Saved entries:
= = = = = = =

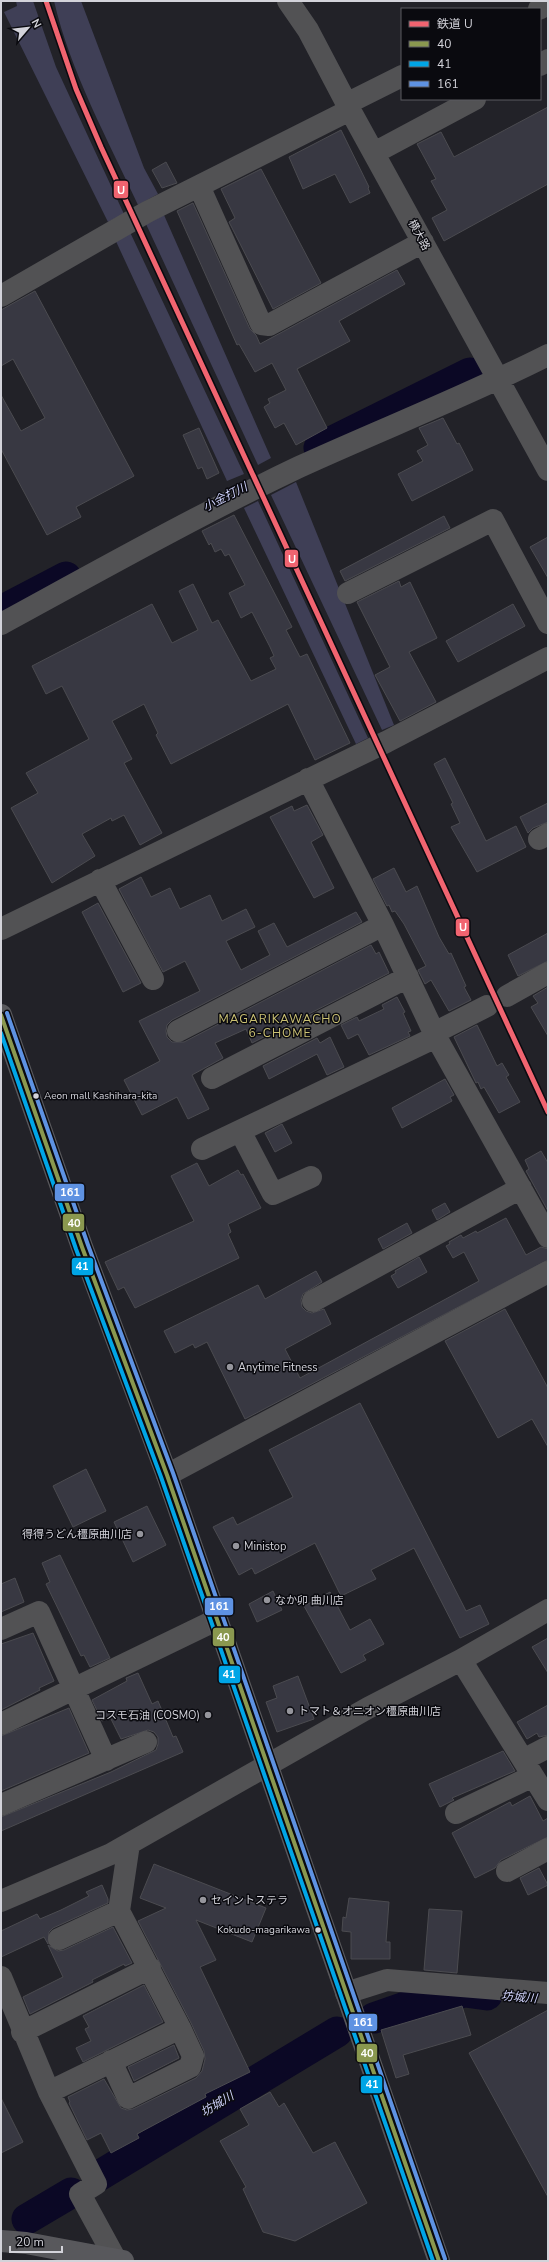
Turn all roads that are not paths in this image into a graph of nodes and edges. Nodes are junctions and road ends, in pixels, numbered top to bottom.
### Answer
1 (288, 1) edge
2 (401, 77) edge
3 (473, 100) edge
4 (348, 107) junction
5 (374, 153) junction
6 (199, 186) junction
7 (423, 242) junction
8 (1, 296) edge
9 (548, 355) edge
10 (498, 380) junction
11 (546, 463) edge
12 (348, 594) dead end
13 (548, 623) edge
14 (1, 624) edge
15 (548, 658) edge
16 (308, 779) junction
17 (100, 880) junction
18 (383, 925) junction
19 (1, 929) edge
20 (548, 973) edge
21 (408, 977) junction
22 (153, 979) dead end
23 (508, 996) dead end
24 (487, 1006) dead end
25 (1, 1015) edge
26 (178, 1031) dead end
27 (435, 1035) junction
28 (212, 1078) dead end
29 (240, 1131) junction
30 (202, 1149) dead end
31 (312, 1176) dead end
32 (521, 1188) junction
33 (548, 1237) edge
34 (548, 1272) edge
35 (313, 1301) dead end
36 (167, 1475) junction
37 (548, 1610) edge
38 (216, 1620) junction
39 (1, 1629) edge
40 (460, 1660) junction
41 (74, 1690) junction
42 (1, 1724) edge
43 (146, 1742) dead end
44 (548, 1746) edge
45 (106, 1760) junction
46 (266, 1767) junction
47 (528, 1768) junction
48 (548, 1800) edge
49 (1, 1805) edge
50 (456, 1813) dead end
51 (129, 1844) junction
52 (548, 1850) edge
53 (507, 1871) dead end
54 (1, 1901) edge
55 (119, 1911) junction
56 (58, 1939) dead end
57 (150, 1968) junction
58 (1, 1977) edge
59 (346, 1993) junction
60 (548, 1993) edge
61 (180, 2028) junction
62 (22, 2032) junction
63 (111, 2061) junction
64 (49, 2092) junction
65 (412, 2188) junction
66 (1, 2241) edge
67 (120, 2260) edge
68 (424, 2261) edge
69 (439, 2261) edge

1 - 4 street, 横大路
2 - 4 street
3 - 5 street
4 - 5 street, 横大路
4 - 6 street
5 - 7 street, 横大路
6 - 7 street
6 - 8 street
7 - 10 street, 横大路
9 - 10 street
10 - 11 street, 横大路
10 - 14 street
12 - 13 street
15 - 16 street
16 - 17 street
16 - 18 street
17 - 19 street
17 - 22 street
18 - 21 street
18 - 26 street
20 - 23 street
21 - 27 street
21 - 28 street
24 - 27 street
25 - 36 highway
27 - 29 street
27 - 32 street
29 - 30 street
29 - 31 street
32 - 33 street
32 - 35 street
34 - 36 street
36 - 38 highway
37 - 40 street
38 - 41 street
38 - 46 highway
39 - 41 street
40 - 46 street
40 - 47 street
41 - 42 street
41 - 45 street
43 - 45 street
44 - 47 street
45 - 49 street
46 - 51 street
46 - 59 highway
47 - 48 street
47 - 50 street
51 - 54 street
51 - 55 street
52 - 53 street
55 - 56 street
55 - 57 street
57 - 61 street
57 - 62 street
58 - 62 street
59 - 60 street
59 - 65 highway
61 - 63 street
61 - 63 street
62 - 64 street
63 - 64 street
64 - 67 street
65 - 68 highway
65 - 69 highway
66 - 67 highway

= = = = = = =

Your objective:
Repeat the data word for word, excluding any image.

Answer box:
Turn all roads that are not paths in this image into a graph of nodes and edges. Nodes are junctions and road ends, in pixels, numbered top to bottom.
### Answer
1 (288, 1) edge
2 (401, 77) edge
3 (473, 100) edge
4 (348, 107) junction
5 (374, 153) junction
6 (199, 186) junction
7 (423, 242) junction
8 (1, 296) edge
9 (548, 355) edge
10 (498, 380) junction
11 (546, 463) edge
12 (348, 594) dead end
13 (548, 623) edge
14 (1, 624) edge
15 (548, 658) edge
16 (308, 779) junction
17 (100, 880) junction
18 (383, 925) junction
19 (1, 929) edge
20 (548, 973) edge
21 (408, 977) junction
22 (153, 979) dead end
23 (508, 996) dead end
24 (487, 1006) dead end
25 (1, 1015) edge
26 (178, 1031) dead end
27 (435, 1035) junction
28 (212, 1078) dead end
29 (240, 1131) junction
30 (202, 1149) dead end
31 (312, 1176) dead end
32 (521, 1188) junction
33 (548, 1237) edge
34 (548, 1272) edge
35 (313, 1301) dead end
36 (167, 1475) junction
37 (548, 1610) edge
38 (216, 1620) junction
39 (1, 1629) edge
40 (460, 1660) junction
41 (74, 1690) junction
42 (1, 1724) edge
43 (146, 1742) dead end
44 (548, 1746) edge
45 (106, 1760) junction
46 (266, 1767) junction
47 (528, 1768) junction
48 (548, 1800) edge
49 (1, 1805) edge
50 (456, 1813) dead end
51 (129, 1844) junction
52 (548, 1850) edge
53 (507, 1871) dead end
54 (1, 1901) edge
55 (119, 1911) junction
56 (58, 1939) dead end
57 (150, 1968) junction
58 (1, 1977) edge
59 (346, 1993) junction
60 (548, 1993) edge
61 (180, 2028) junction
62 (22, 2032) junction
63 (111, 2061) junction
64 (49, 2092) junction
65 (412, 2188) junction
66 (1, 2241) edge
67 (120, 2260) edge
68 (424, 2261) edge
69 (439, 2261) edge

1 - 4 street, 横大路
2 - 4 street
3 - 5 street
4 - 5 street, 横大路
4 - 6 street
5 - 7 street, 横大路
6 - 7 street
6 - 8 street
7 - 10 street, 横大路
9 - 10 street
10 - 11 street, 横大路
10 - 14 street
12 - 13 street
15 - 16 street
16 - 17 street
16 - 18 street
17 - 19 street
17 - 22 street
18 - 21 street
18 - 26 street
20 - 23 street
21 - 27 street
21 - 28 street
24 - 27 street
25 - 36 highway
27 - 29 street
27 - 32 street
29 - 30 street
29 - 31 street
32 - 33 street
32 - 35 street
34 - 36 street
36 - 38 highway
37 - 40 street
38 - 41 street
38 - 46 highway
39 - 41 street
40 - 46 street
40 - 47 street
41 - 42 street
41 - 45 street
43 - 45 street
44 - 47 street
45 - 49 street
46 - 51 street
46 - 59 highway
47 - 48 street
47 - 50 street
51 - 54 street
51 - 55 street
52 - 53 street
55 - 56 street
55 - 57 street
57 - 61 street
57 - 62 street
58 - 62 street
59 - 60 street
59 - 65 highway
61 - 63 street
61 - 63 street
62 - 64 street
63 - 64 street
64 - 67 street
65 - 68 highway
65 - 69 highway
66 - 67 highway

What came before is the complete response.